Action item:
Return each line of the listing that follows in which the string "nodes" can be found.

Records supplied:

------------------------------------------------------------------------

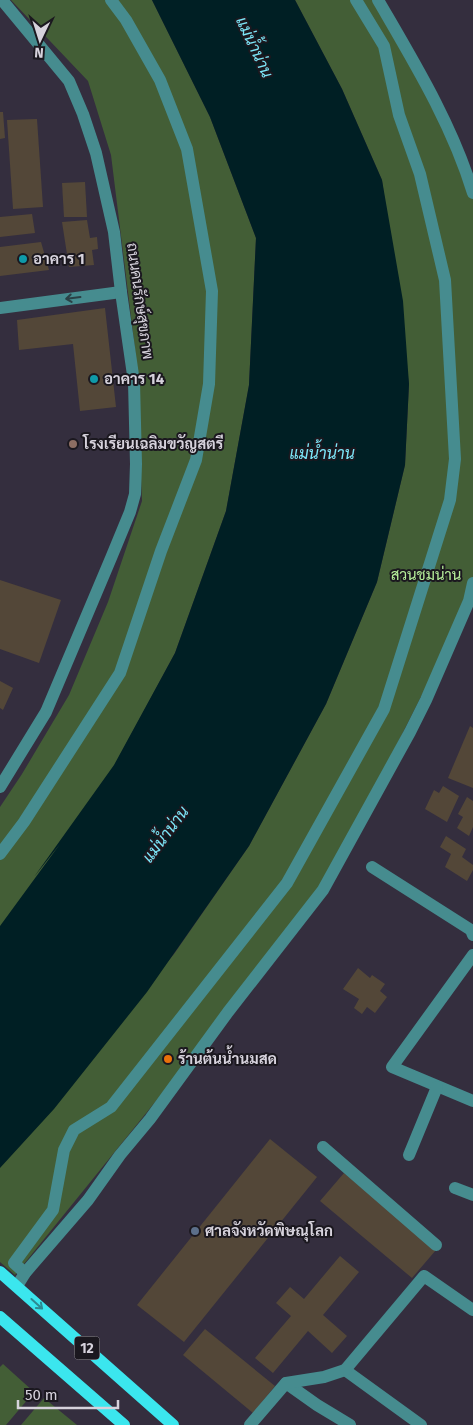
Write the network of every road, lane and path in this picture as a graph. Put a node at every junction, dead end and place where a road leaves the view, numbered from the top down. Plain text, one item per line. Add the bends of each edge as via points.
1 (2, 0) edge
2 (111, 0) edge
3 (356, 0) edge
4 (378, 0) edge
5 (473, 193) edge
6 (121, 292) junction
7 (0, 308) edge
8 (473, 583) edge
9 (0, 787) edge
10 (0, 854) edge
11 (372, 867) dead end
12 (472, 931) edge
13 (473, 955) edge
14 (437, 1087) junction
15 (473, 1101) edge
16 (323, 1147) dead end
17 (409, 1155) dead end
18 (455, 1188) dead end
19 (473, 1196) edge
20 (436, 1245) dead end
21 (0, 1272) edge
22 (24, 1273) junction
23 (17, 1286) junction
24 (473, 1310) edge
25 (0, 1317) edge
26 (345, 1370) junction
27 (286, 1382) junction
28 (124, 1425) edge
29 (173, 1425) edge
30 (250, 1425) edge
31 (350, 1425) edge
32 (421, 1425) edge

1 - 6 street, ถนนคนรักษ์สุขภาพ via 69,81 83,114 96,153 114,232
2 - 10 street via 160,80 187,149 212,292 209,384 196,460 120,673
3 - 22 street via 384,46 399,114 420,174 445,280 455,459 450,500 384,709 287,883 111,1107 74,1130 64,1150 53,1210 14,1263
4 - 5 street via 427,86 462,159
6 -> 7 street
6 - 9 street, ถนนคนรักษ์สุขภาพ via 134,382 136,494 46,712
8 - 22 street via 469,601 426,700 323,890 88,1200
11 - 12 street
13 - 14 street via 392,1067
14 - 15 street
14 - 17 street
16 - 20 street
18 - 19 street
21 - 23 main road, 12
22 - 23 street
23 -> 29 main road, 12
24 - 26 street via 424,1276
25 - 28 main road, 12
26 - 27 street via 324,1377
26 - 32 street
27 - 30 street
27 - 31 street

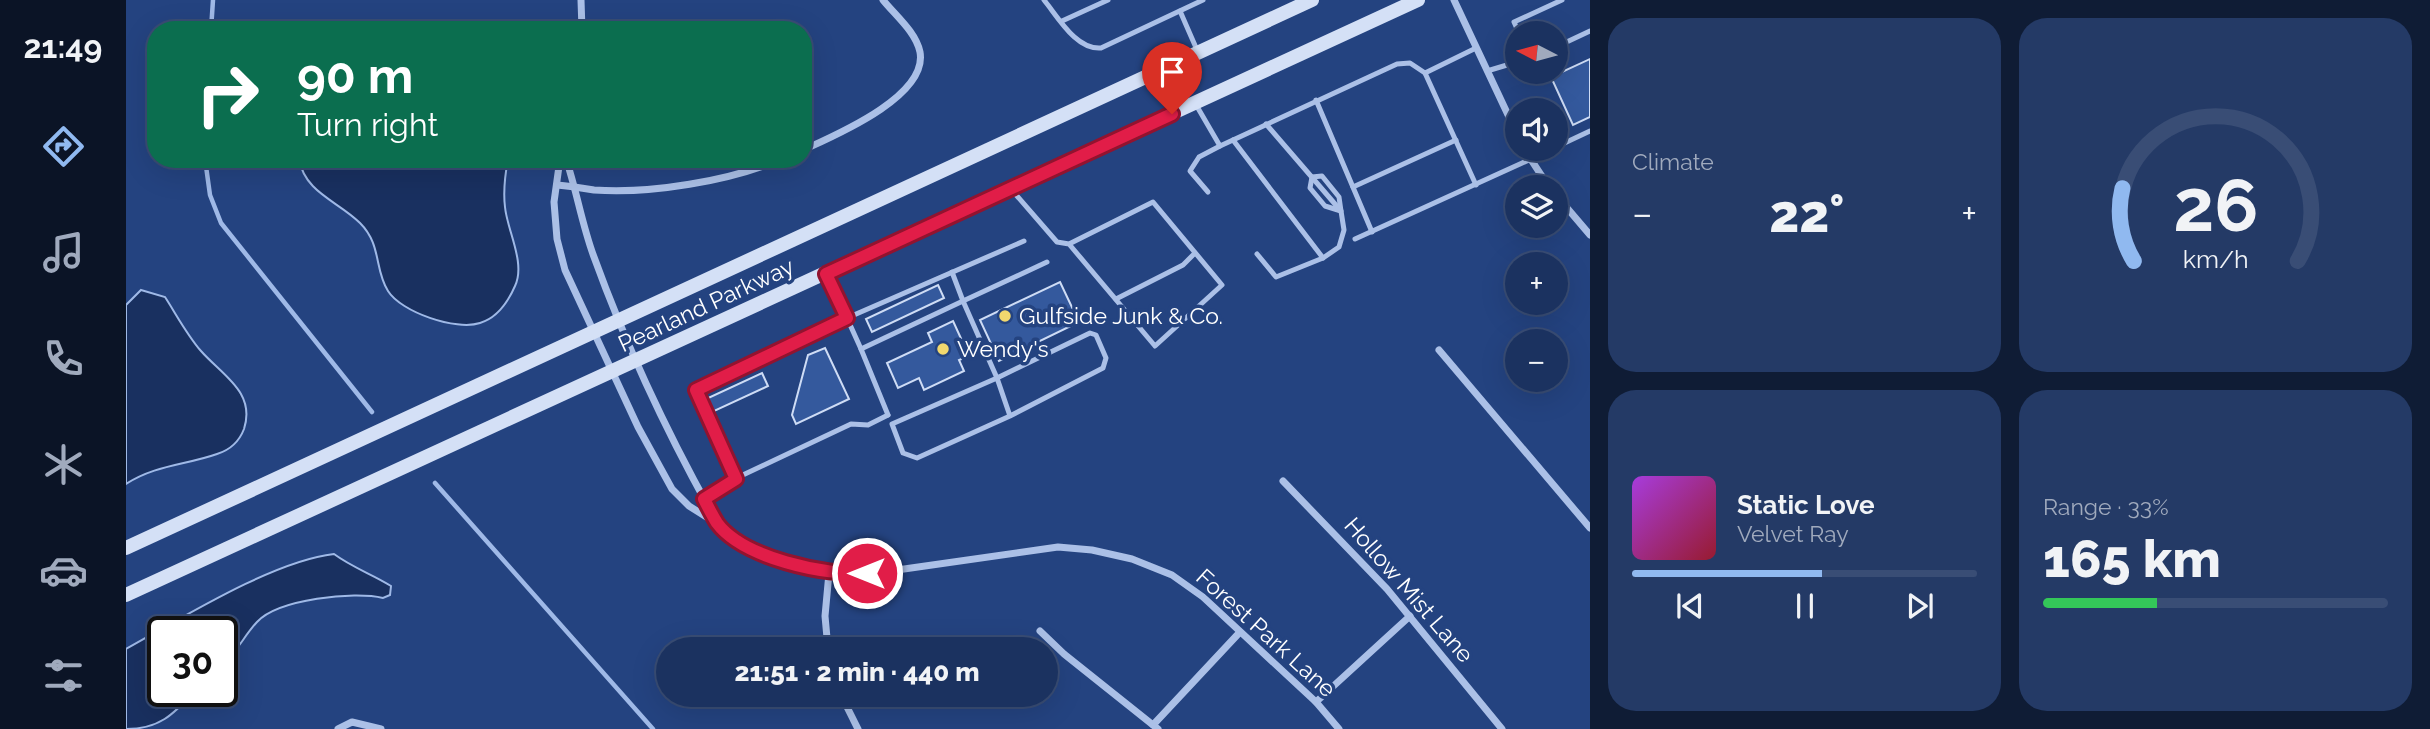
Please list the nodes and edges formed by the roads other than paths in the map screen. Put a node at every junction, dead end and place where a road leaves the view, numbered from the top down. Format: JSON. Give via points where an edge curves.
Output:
{"nodes":[{"id":1,"x":580,"y":0,"type":"edge"},
{"id":2,"x":883,"y":0,"type":"edge"},
{"id":3,"x":1044,"y":0,"type":"edge"},
{"id":4,"x":1108,"y":0,"type":"edge"},
{"id":5,"x":1203,"y":0,"type":"edge"},
{"id":6,"x":1312,"y":0,"type":"edge"},
{"id":7,"x":1418,"y":0,"type":"edge"},
{"id":8,"x":1454,"y":0,"type":"edge"},
{"id":9,"x":1562,"y":0,"type":"edge"},
{"id":10,"x":1189,"y":3,"type":"edge"},
{"id":11,"x":1180,"y":11,"type":"junction"},
{"id":12,"x":581,"y":21,"type":"edge"},
{"id":13,"x":1062,"y":21,"type":"junction"},
{"id":14,"x":1516,"y":21,"type":"edge"},
{"id":15,"x":1590,"y":31,"type":"edge"},
{"id":16,"x":1568,"y":41,"type":"edge"},
{"id":17,"x":1476,"y":48,"type":"junction"},
{"id":18,"x":1199,"y":52,"type":"junction"},
{"id":19,"x":1505,"y":66,"type":"edge"},
{"id":20,"x":1487,"y":71,"type":"junction"},
{"id":21,"x":1425,"y":73,"type":"junction"},
{"id":22,"x":1316,"y":100,"type":"junction"},
{"id":23,"x":1195,"y":103,"type":"junction"},
{"id":24,"x":1505,"y":109,"type":"edge"},
{"id":25,"x":1266,"y":124,"type":"junction"},
{"id":26,"x":1590,"y":131,"type":"edge"},
{"id":27,"x":1233,"y":140,"type":"junction"},
{"id":28,"x":1456,"y":140,"type":"junction"},
{"id":29,"x":1568,"y":141,"type":"edge"},
{"id":30,"x":812,"y":145,"type":"edge"},
{"id":31,"x":1220,"y":146,"type":"junction"},
{"id":32,"x":1528,"y":161,"type":"edge"},
{"id":33,"x":559,"y":168,"type":"edge"},
{"id":34,"x":569,"y":168,"type":"edge"},
{"id":35,"x":749,"y":168,"type":"edge"},
{"id":36,"x":557,"y":185,"type":"junction"},
{"id":37,"x":1476,"y":185,"type":"junction"},
{"id":38,"x":575,"y":186,"type":"junction"},
{"id":39,"x":1353,"y":187,"type":"junction"},
{"id":40,"x":1010,"y":188,"type":"junction"},
{"id":41,"x":1208,"y":192,"type":"dead end"},
{"id":42,"x":1568,"y":209,"type":"edge"},
{"id":43,"x":1372,"y":232,"type":"junction"},
{"id":44,"x":1590,"y":236,"type":"edge"},
{"id":45,"x":1355,"y":239,"type":"dead end"},
{"id":46,"x":1024,"y":241,"type":"dead end"},
{"id":47,"x":1069,"y":244,"type":"junction"},
{"id":48,"x":1195,"y":253,"type":"junction"},
{"id":49,"x":1257,"y":254,"type":"dead end"},
{"id":50,"x":1323,"y":258,"type":"junction"},
{"id":51,"x":1047,"y":262,"type":"dead end"},
{"id":52,"x":951,"y":272,"type":"junction"},
{"id":53,"x":826,"y":274,"type":"junction"},
{"id":54,"x":1116,"y":299,"type":"junction"},
{"id":55,"x":962,"y":301,"type":"junction"},
{"id":56,"x":847,"y":318,"type":"junction"},
{"id":57,"x":620,"y":321,"type":"junction"},
{"id":58,"x":596,"y":332,"type":"junction"},
{"id":59,"x":860,"y":349,"type":"junction"},
{"id":60,"x":1439,"y":350,"type":"dead end"},
{"id":61,"x":638,"y":361,"type":"junction"},
{"id":62,"x":613,"y":373,"type":"junction"},
{"id":63,"x":997,"y":378,"type":"junction"},
{"id":64,"x":888,"y":415,"type":"junction"},
{"id":65,"x":1010,"y":416,"type":"junction"},
{"id":66,"x":892,"y":424,"type":"junction"},
{"id":67,"x":736,"y":479,"type":"junction"},
{"id":68,"x":1283,"y":481,"type":"dead end"},
{"id":69,"x":704,"y":499,"type":"junction"},
{"id":70,"x":718,"y":524,"type":"junction"},
{"id":71,"x":1590,"y":528,"type":"edge"},
{"id":72,"x":126,"y":548,"type":"edge"},
{"id":73,"x":829,"y":573,"type":"junction"},
{"id":74,"x":126,"y":595,"type":"edge"},
{"id":75,"x":1409,"y":616,"type":"junction"},
{"id":76,"x":1040,"y":631,"type":"dead end"},
{"id":77,"x":1240,"y":632,"type":"junction"},
{"id":78,"x":827,"y":637,"type":"edge"},
{"id":79,"x":1316,"y":702,"type":"junction"},
{"id":80,"x":847,"y":707,"type":"edge"},
{"id":81,"x":1156,"y":727,"type":"edge"},
{"id":82,"x":338,"y":729,"type":"edge"},
{"id":83,"x":381,"y":729,"type":"edge"},
{"id":84,"x":858,"y":729,"type":"edge"},
{"id":85,"x":1339,"y":729,"type":"edge"},
{"id":86,"x":1502,"y":729,"type":"edge"}],
"edges":[{"from":1,"to":12,"type":"street"},
{"from":2,"to":30,"type":"street","via":[[915,38],[921,53],[918,75],[903,93],[867,117]]},
{"from":3,"to":13,"type":"lane"},
{"from":4,"to":13,"type":"lane"},
{"from":5,"to":10,"type":"lane"},
{"from":6,"to":18,"type":"main road","name":"Pearland Parkway"},
{"from":7,"to":23,"type":"main road","name":"Pearland Parkway"},
{"from":8,"to":17,"type":"street"},
{"from":9,"to":14,"type":"lane"},
{"from":10,"to":11,"type":"lane"},
{"from":11,"to":13,"type":"lane","via":[[1101,48],[1086,47]]},
{"from":11,"to":18,"type":"lane"},
{"from":15,"to":16,"type":"lane"},
{"from":17,"to":20,"type":"street"},
{"from":17,"to":21,"type":"lane"},
{"from":18,"to":57,"type":"main road","name":"Pearland Parkway"},
{"from":19,"to":20,"type":"lane"},
{"from":20,"to":24,"type":"street"},
{"from":21,"to":22,"type":"lane","via":[[1410,63],[1397,64]]},
{"from":21,"to":28,"type":"lane"},
{"from":22,"to":25,"type":"lane"},
{"from":22,"to":39,"type":"lane"},
{"from":23,"to":31,"type":"lane"},
{"from":23,"to":40,"type":"main road","name":"Pearland Parkway"},
{"from":25,"to":27,"type":"lane"},
{"from":25,"to":50,"type":"lane","via":[[1341,211],[1345,230],[1339,247]]},
{"from":26,"to":29,"type":"lane"},
{"from":27,"to":31,"type":"lane"},
{"from":27,"to":50,"type":"lane"},
{"from":28,"to":37,"type":"lane"},
{"from":28,"to":39,"type":"lane"},
{"from":31,"to":41,"type":"lane","via":[[1199,157],[1191,171]]},
{"from":32,"to":37,"type":"lane"},
{"from":33,"to":36,"type":"street","name":"Forest Park Lane"},
{"from":34,"to":38,"type":"street"},
{"from":35,"to":38,"type":"street","via":[[703,181],[661,186],[594,190]]},
{"from":36,"to":38,"type":"street"},
{"from":36,"to":58,"type":"street","name":"Forest Park Lane","via":[[557,239],[565,270]]},
{"from":37,"to":43,"type":"lane"},
{"from":38,"to":57,"type":"street","via":[[594,258]]},
{"from":39,"to":43,"type":"lane"},
{"from":40,"to":47,"type":"lane","via":[[1057,242]]},
{"from":40,"to":53,"type":"main road","name":"Pearland Parkway"},
{"from":42,"to":44,"type":"street"},
{"from":43,"to":45,"type":"lane"},
{"from":46,"to":52,"type":"lane"},
{"from":47,"to":48,"type":"lane","via":[[1153,202]]},
{"from":47,"to":54,"type":"lane"},
{"from":48,"to":54,"type":"lane","via":[[1183,265]]},
{"from":48,"to":54,"type":"lane","via":[[1222,285],[1155,346]]},
{"from":49,"to":50,"type":"lane","via":[[1276,277]]},
{"from":51,"to":55,"type":"lane"},
{"from":52,"to":55,"type":"lane"},
{"from":52,"to":56,"type":"lane"},
{"from":53,"to":56,"type":"lane"},
{"from":53,"to":61,"type":"main road","name":"Pearland Parkway"},
{"from":55,"to":59,"type":"lane"},
{"from":55,"to":63,"type":"lane"},
{"from":56,"to":59,"type":"lane"},
{"from":56,"to":67,"type":"lane","via":[[696,390]]},
{"from":57,"to":58,"type":"main road","name":"Pearland Parkway"},
{"from":57,"to":61,"type":"street"},
{"from":58,"to":62,"type":"street","name":"Forest Park Lane"},
{"from":58,"to":72,"type":"main road","name":"Pearland Parkway"},
{"from":59,"to":64,"type":"lane"},
{"from":60,"to":71,"type":"street"},
{"from":61,"to":62,"type":"main road","name":"Pearland Parkway"},
{"from":61,"to":69,"type":"street"},
{"from":62,"to":70,"type":"street","name":"Forest Park Lane","via":[[672,489]]},
{"from":62,"to":74,"type":"main road","name":"Pearland Parkway"},
{"from":63,"to":65,"type":"lane"},
{"from":63,"to":65,"type":"lane","via":[[1090,333],[1103,349],[1103,368],[1091,377]]},
{"from":63,"to":66,"type":"lane"},
{"from":64,"to":66,"type":"lane"},
{"from":64,"to":67,"type":"lane","via":[[868,425],[851,424]]},
{"from":65,"to":66,"type":"lane","via":[[917,458],[903,453]]},
{"from":67,"to":69,"type":"lane"},
{"from":68,"to":75,"type":"street","name":"Hollow Mist Lane"},
{"from":69,"to":70,"type":"street"},
{"from":70,"to":73,"type":"street","name":"Forest Park Lane","via":[[767,555]]},
{"from":73,"to":77,"type":"street","name":"Forest Park Lane","via":[[883,572],[1058,547],[1092,550],[1172,575]]},
{"from":73,"to":78,"type":"street"},
{"from":75,"to":79,"type":"street"},
{"from":75,"to":86,"type":"street","name":"Hollow Mist Lane"},
{"from":76,"to":81,"type":"street"},
{"from":77,"to":79,"type":"street","name":"Forest Park Lane"},
{"from":77,"to":81,"type":"street"},
{"from":79,"to":85,"type":"street","name":"Forest Park Lane"},
{"from":80,"to":84,"type":"street"},
{"from":82,"to":83,"type":"street","via":[[352,722]]}]}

------------------------------------------------------------------------

Exercise response:
Please list the nodes and edges formed by the roads other than paths in the map screen. Put a node at every junction, dead end and place where a road leaves the view, numbered from the top down. Format: JSON. Give via points where an edge curves.
{"nodes":[{"id":1,"x":580,"y":0,"type":"edge"},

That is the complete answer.